Sandra Benfica, 50 anos, uma das líderes do Movimento Democrático de Mulheres, reconhece que tardou a ter noção desta realidade. “A minha história é relativamente simples, mas só foi compreendida com uma certa distância temporal”, resume. Para a perceber é preciso recuar umas quatro décadas, àquele momento em que, na altura com dez anos, prestes a entrar no 2.º Ciclo do Ensino Básico, foi com o pai ao tribunal levantar o Bilhete de Identidade. “Lembro-me de ir com ele ali perto do Marquês de Pombal [Lisboa], e de acontecer uma coisa muito estranha. O meu pai saiu do tribunal com um papel na mão, sentou-se nas escadas, umas escadas de madeira, e desatou a chorar como se não houvesse amanhã. Foi muito assustador porque para nós os pais são invencíveis, nunca estamos à espera de os ver chorar. Lembro-me que chorei também e lembro-me de lhe perguntar o que se passava, mas ele não me explicou.” A compreensão da história chegaria “à la longue”, como diz Sandra. “O meu pai tinha tido um casamento anterior e numa fase inicial não se pôde divorciar. Então, quando fui tirar o Bilhete de Identidade e lhe deram o assento de nascimento, apesar de constar o nome do nosso pai, não deixava de haver a referência explícita à nossa condição de filiação, dizendo que éramos [Sandra tem um irmão gémeo] filhos ilegítimos. Bastardos.”

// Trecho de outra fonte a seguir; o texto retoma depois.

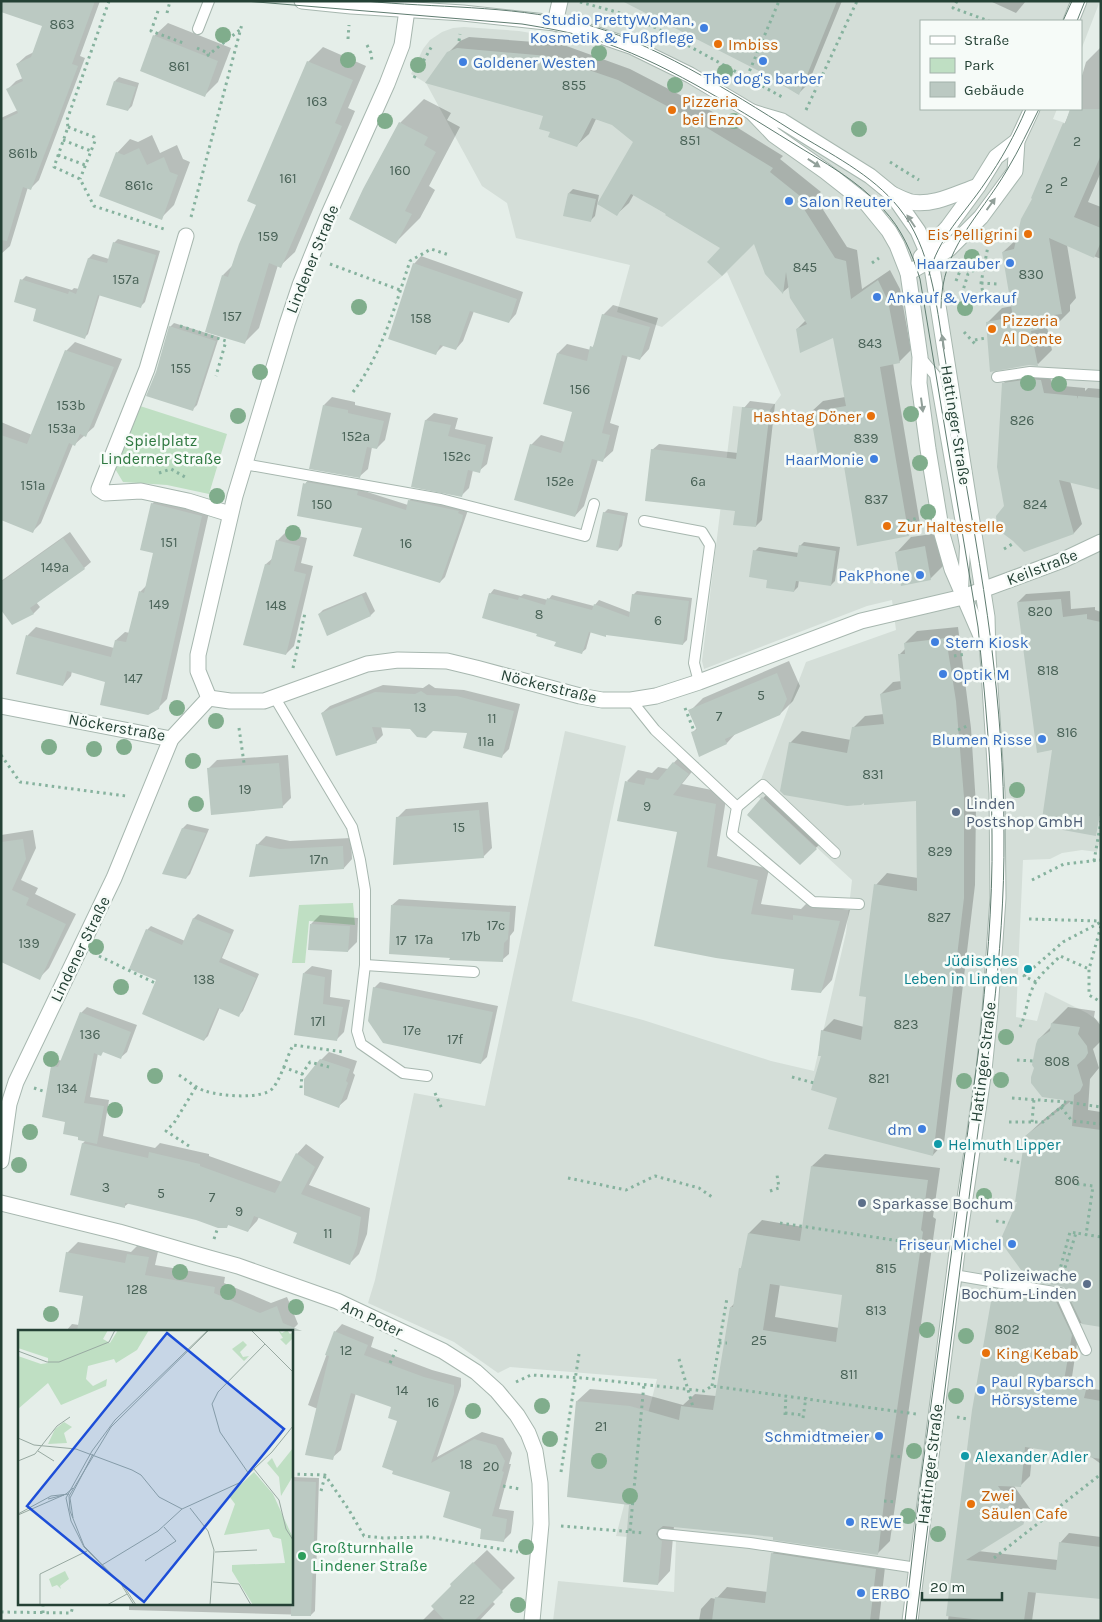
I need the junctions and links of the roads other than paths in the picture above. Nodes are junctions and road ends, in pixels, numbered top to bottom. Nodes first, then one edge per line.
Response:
1 (209, 1) edge
2 (302, 1) edge
3 (560, 1) edge
4 (1080, 1) edge
5 (407, 10) junction
6 (1071, 20) edge
7 (555, 23) junction
8 (198, 29) dead end
9 (1032, 110) edge
10 (752, 112) junction
11 (1017, 141) junction
12 (978, 186) junction
13 (892, 194) junction
14 (186, 236) road end
15 (928, 255) junction
16 (908, 273) junction
17 (920, 357) junction
18 (996, 376) dead end
19 (1101, 376) edge
20 (244, 464) junction
21 (594, 504) dead end
22 (230, 514) junction
23 (644, 521) dead end
24 (1101, 542) edge
25 (965, 546) junction
26 (983, 588) junction
27 (963, 597) junction
28 (987, 650) junction
29 (700, 682) junction
30 (209, 698) junction
31 (275, 698) junction
32 (631, 700) junction
33 (1, 706) edge
34 (171, 739) junction
35 (737, 807) junction
36 (835, 853) dead end
37 (859, 904) dead end
38 (364, 965) junction
39 (474, 972) dead end
40 (427, 1076) dead end
41 (1, 1161) edge
42 (1, 1203) edge
43 (954, 1274) junction
44 (1086, 1350) dead end
45 (663, 1534) road end
46 (916, 1568) junction
47 (532, 1621) edge
48 (910, 1621) edge

1 - 8 lane
2 - 5 street, Hattinger Straße
3 - 7 street
4 - 6 street
5 - 7 street, Hattinger Straße
5 - 20 street, Lindener Straße
7 - 10 street, Hattinger Straße
9 - 11 street
10 - 13 street, Hattinger Straße
10 -> 16 street, Hattinger Straße
11 - 12 street
15 -> 11 street
12 - 13 street
12 - 15 street
15 -> 13 street, Hattinger Straße
14 - 22 street
15 - 16 street
26 -> 15 street, Hattinger Straße
16 - 17 street, Hattinger Straße
17 - 25 lane
17 -> 27 street, Hattinger Straße
18 - 19 lane
20 - 21 lane
20 - 22 street, Lindener Straße
22 - 30 street, Lindener Straße
23 - 29 lane
24 - 26 street, Keilstraße
25 - 26 lane
25 - 27 lane
26 - 27 street
26 - 28 street, Hattinger Straße
27 - 28 street, Hattinger Straße
27 - 29 street, Nöckerstraße
28 - 43 street, Hattinger Straße
29 - 32 street, Nöckerstraße
30 - 31 street, Nöckerstraße
30 - 34 street, Nöckerstraße
31 - 32 street, Nöckerstraße
31 - 38 lane
32 - 35 lane
33 - 34 street, Nöckerstraße
34 - 41 street, Lindener Straße
35 - 36 lane
35 - 37 lane
38 - 39 lane
38 - 40 lane
42 - 47 street, Am Poter
43 - 44 lane
43 - 46 street, Hattinger Straße
45 - 46 lane
46 - 48 street, Hattinger Straße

Sandra Benfica, 50 anos, foi considerada “filha ilegítima” porque o pai tinha tido um casamento anterior e numa fase inicial não se pôde divorciar. Sabe que o progenitor carregou aquela mágoa a vida inteira
(Foto: Gerardo Santos/Global Imagens)

Quarenta anos depois, já com a perceção clara da história que na altura lhe faltou, Sandra não tem dúvidas de que o pai, entretanto falecido, carregou aquela mágoa a vida inteira. Para ela foi diferente. Era muito pequena quando tudo aconteceu (nasceu em 1972, nem sequer tem memória do 25 de Abril), o impacto não é comparável, só mais tarde teve verdadeira noção da realidade. Mas aquela imagem do pai feito um farrapo nas escadas do tribunal, do herói da vida dela a desabar-lhe ali à frente dos olhos e ela impotente para o consolar, haveria de a definir. “A questão da discriminação imposta pelo Estado Novo, a violência daquela situação, o que o regime implicava no quotidiano das pessoas. Quando percebi o significado daquele momento as conquistas do 25 de Abril passaram a ter para mim um significado redobrado, mais pessoal. Foi um exemplo estruturante na minha vida.” Como estruturante foi um outro momento que, ainda catraia, partilhou com o pai. “Ainda na Primária, tive de fazer uma composição sobre as coisas mais importantes da vida e lembro-me de lhe perguntar quais eram. Ele respondeu: a liberdade, a fraternidade, a amizade.” E daí em diante Abril viveu nela também.